Perhatikan constraint set: - Ridge: \(\|\beta\|^2 \leq t\)sphere (smooth, no corners) di 2D - LASSO: \(\|\beta\|_1 \leq t\)diamond/rhombus di 2D (has corners at axes!)

Loss function \(\|y-X\beta\|^2\) adalah ellipse dalam \(\beta\)-space. Solusi adalah titik di mana ellipse pertama kali menyentuh constraint set.

Untuk L2 ball (sphere): kontak biasanya di tepi yang smooth → kedua \(\beta_j \neq 0\).

Untuk L1 ball (diamond): kontak sering di corner \((\beta_j, 0)\) atau \((0, \beta_k)\) → salah satu koefisien = 0!

Untuk \(p\) besar: L1 ball punya \(2p\) corners di sepanjang axes — solusi cenderung menyentuh corner → sparse solution.

4.3 Bayesian Interpretation

LASSO = MAP dengan Laplace prior:

\[\beta_j \overset{iid}{\sim} \text{Laplace}\left(0, \frac{1}{\lambda}\right) \propto \exp(-\lambda|\beta_j|)\]

Laplace prior memiliki “spike” di nol dan “heavy tails” — mendorong sparsity.

4.4 Soft-Thresholding Operator

Untuk orthonormal \(X\) (i.e., \(X^TX = I\)), solution LASSO closed-form:

\[\hat{\beta}_j^{LASSO} = S(\hat{\beta}_j^{OLS}, \lambda/2) = \text{sign}(\hat{\beta}_j^{OLS}) \cdot \max(|\hat{\beta}_j^{OLS}| - \lambda/2, 0)\]

  • Jika \(|\hat{\beta}_j^{OLS}| > \lambda/2\): shrink magnitude sebesar \(\lambda/2\)
  • Jika \(|\hat{\beta}_j^{OLS}| \leq \lambda/2\): set exactly to zero

Ini menjelaskan sparsity secara analitik.
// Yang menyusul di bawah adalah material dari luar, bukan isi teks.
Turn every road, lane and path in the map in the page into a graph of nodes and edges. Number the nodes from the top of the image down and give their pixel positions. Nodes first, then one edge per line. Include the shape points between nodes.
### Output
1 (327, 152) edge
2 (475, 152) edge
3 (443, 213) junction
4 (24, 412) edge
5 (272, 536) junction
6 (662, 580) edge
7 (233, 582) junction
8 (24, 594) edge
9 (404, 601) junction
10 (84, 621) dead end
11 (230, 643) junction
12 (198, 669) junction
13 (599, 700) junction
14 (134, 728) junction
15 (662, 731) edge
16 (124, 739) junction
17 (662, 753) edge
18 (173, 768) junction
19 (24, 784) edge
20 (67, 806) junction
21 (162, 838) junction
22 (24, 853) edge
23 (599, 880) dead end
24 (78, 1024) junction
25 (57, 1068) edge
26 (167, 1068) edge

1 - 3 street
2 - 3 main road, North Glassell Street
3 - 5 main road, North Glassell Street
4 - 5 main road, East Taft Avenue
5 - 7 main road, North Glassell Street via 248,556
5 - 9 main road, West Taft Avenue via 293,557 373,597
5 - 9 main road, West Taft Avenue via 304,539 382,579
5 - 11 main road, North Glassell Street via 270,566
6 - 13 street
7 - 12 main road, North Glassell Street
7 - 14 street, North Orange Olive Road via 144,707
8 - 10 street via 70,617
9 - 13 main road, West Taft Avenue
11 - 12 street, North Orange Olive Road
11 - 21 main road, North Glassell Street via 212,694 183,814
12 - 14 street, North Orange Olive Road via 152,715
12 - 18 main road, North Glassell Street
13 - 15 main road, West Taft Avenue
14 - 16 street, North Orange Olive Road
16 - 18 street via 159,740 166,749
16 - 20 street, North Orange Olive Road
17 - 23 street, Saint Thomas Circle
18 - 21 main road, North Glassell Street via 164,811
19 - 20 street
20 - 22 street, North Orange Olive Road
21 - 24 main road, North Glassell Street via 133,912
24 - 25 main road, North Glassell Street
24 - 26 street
4.5 Coordinate Descent Algorithm

Untuk general \(X\), optimasi dengan coordinate descent: update satu koefisien pada satu waktu.

Iterasi untuk \(\beta_j\) saat koefisien lain fixed:

\[r_j = y - X_{-j}\beta_{-j} \quad \text{(partial residual)}\]

\[\hat{\beta}_j \leftarrow S\left(\frac{x_j^T r_j}{x_j^Tx_j}, \frac{\lambda}{2x_j^Tx_j}\right)\]

Convergence ke global minimum karena objective LASSO adalah convex.


5 Elastic Net

5.1 Objective

\[\hat{\beta}_{EN} = \arg\min_\beta \|y-X\beta\|^2 + \lambda_1\|\beta\|_1 + \lambda_2\|\beta\|^2\]

Biasanya diparam ulang: \(\lambda = \lambda_1 + \lambda_2\) dan \(\alpha = \lambda_1/(\lambda_1+\lambda_2)\):

\[\min_\beta \|y-X\beta\|^2 + \lambda[\alpha\|\beta\|_1 + (1-\alpha)\|\beta\|^2]\]

  • \(\alpha = 1\): LASSO
  • \(\alpha = 0\): Ridge
  • \(\alpha \in (0,1)\): Elastic Net

5.2 Kapan Elastic Net Lebih Baik?

LASSO dengan correlated features: LASSO cenderung pilih satu variable dari sekelompok correlated variables secara arbiter, dan drop yang lain. Untuk \(p > n\), LASSO pilih paling banyak \(n\) variables.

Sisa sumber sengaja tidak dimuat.